---------- AVAILABLE RECORDS
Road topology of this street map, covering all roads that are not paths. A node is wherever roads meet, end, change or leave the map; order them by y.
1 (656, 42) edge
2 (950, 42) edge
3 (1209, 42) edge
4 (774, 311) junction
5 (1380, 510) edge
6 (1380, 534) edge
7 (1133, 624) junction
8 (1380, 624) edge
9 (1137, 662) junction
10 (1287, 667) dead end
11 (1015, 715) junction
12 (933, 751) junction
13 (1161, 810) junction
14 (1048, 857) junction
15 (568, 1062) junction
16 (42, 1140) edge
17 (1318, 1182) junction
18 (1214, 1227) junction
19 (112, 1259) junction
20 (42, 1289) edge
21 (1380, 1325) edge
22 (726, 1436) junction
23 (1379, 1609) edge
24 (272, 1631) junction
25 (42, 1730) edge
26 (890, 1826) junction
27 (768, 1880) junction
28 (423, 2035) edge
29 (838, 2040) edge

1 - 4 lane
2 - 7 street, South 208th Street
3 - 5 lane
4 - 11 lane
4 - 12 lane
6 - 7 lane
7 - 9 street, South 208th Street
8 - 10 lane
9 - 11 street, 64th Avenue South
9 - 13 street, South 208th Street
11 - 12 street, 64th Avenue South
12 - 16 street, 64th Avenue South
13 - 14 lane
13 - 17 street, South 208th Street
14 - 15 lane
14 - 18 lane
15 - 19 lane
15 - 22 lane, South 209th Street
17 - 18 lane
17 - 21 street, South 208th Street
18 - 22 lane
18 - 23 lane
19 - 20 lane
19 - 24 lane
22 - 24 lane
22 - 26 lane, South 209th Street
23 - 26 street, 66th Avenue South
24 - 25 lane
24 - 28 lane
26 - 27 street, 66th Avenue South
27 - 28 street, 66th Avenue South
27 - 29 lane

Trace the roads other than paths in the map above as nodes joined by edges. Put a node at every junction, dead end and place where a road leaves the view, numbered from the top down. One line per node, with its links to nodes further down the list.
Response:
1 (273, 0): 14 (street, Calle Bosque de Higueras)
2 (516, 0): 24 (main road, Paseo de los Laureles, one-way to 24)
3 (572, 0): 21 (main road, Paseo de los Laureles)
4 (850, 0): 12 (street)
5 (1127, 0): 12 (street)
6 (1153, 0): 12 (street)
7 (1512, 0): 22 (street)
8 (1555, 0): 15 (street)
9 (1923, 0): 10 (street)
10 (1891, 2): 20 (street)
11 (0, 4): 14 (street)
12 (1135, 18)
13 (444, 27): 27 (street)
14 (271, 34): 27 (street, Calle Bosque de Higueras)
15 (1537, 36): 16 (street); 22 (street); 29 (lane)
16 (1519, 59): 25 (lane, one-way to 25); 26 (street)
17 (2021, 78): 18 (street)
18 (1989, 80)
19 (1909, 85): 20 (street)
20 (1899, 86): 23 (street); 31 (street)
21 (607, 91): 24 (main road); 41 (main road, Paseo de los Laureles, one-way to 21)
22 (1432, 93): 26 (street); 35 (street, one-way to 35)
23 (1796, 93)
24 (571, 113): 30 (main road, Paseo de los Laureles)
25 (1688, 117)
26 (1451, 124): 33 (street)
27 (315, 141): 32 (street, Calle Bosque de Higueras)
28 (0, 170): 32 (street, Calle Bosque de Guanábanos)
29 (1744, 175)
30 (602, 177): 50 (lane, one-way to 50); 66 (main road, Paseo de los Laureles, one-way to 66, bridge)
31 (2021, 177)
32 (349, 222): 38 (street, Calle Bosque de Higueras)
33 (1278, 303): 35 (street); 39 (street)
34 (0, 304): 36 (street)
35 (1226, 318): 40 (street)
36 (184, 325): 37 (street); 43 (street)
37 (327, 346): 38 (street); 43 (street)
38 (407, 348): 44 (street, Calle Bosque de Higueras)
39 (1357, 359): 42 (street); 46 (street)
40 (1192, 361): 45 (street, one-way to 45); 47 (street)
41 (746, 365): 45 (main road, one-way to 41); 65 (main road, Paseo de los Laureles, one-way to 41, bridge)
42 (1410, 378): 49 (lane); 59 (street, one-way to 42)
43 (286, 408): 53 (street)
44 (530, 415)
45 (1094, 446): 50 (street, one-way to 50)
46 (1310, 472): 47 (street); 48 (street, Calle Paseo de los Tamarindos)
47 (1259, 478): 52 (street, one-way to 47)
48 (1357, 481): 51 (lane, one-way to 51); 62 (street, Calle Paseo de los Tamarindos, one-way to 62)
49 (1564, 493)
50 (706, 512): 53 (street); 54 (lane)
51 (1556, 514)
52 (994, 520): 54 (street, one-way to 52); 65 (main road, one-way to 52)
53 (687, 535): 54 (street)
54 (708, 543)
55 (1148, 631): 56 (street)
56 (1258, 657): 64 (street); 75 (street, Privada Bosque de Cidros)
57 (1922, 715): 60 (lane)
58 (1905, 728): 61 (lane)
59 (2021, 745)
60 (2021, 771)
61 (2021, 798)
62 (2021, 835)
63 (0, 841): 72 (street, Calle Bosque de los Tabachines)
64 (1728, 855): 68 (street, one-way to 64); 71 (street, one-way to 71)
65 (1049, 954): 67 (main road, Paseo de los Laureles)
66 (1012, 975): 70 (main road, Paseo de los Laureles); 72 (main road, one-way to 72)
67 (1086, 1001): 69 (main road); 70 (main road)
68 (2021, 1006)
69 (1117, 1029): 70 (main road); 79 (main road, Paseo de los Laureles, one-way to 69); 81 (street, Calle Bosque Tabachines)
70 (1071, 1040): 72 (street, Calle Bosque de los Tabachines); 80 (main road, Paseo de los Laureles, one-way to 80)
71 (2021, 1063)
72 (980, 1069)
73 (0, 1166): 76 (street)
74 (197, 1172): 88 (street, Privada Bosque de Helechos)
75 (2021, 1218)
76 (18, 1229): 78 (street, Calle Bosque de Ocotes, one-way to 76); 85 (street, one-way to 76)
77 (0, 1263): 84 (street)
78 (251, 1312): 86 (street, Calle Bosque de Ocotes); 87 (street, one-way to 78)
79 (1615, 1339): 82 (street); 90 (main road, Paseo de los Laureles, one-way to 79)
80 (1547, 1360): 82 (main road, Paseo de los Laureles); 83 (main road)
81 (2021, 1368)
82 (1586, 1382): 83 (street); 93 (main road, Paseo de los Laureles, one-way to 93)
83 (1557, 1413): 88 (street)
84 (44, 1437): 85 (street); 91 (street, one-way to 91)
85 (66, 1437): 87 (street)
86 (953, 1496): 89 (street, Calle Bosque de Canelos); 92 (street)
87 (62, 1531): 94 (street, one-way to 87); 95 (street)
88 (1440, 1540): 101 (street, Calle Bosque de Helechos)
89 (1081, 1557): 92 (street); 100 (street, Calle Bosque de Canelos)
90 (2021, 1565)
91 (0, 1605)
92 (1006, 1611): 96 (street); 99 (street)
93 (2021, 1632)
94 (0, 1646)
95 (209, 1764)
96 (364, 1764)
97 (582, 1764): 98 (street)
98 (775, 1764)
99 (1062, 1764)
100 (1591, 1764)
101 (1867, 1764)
--------------------
▸ **TO DO**
Looking at the listing above, which lines hold "Helechos"? Copy every such line.

▸ **ANSWER**
74 (197, 1172): 88 (street, Privada Bosque de Helechos)
88 (1440, 1540): 101 (street, Calle Bosque de Helechos)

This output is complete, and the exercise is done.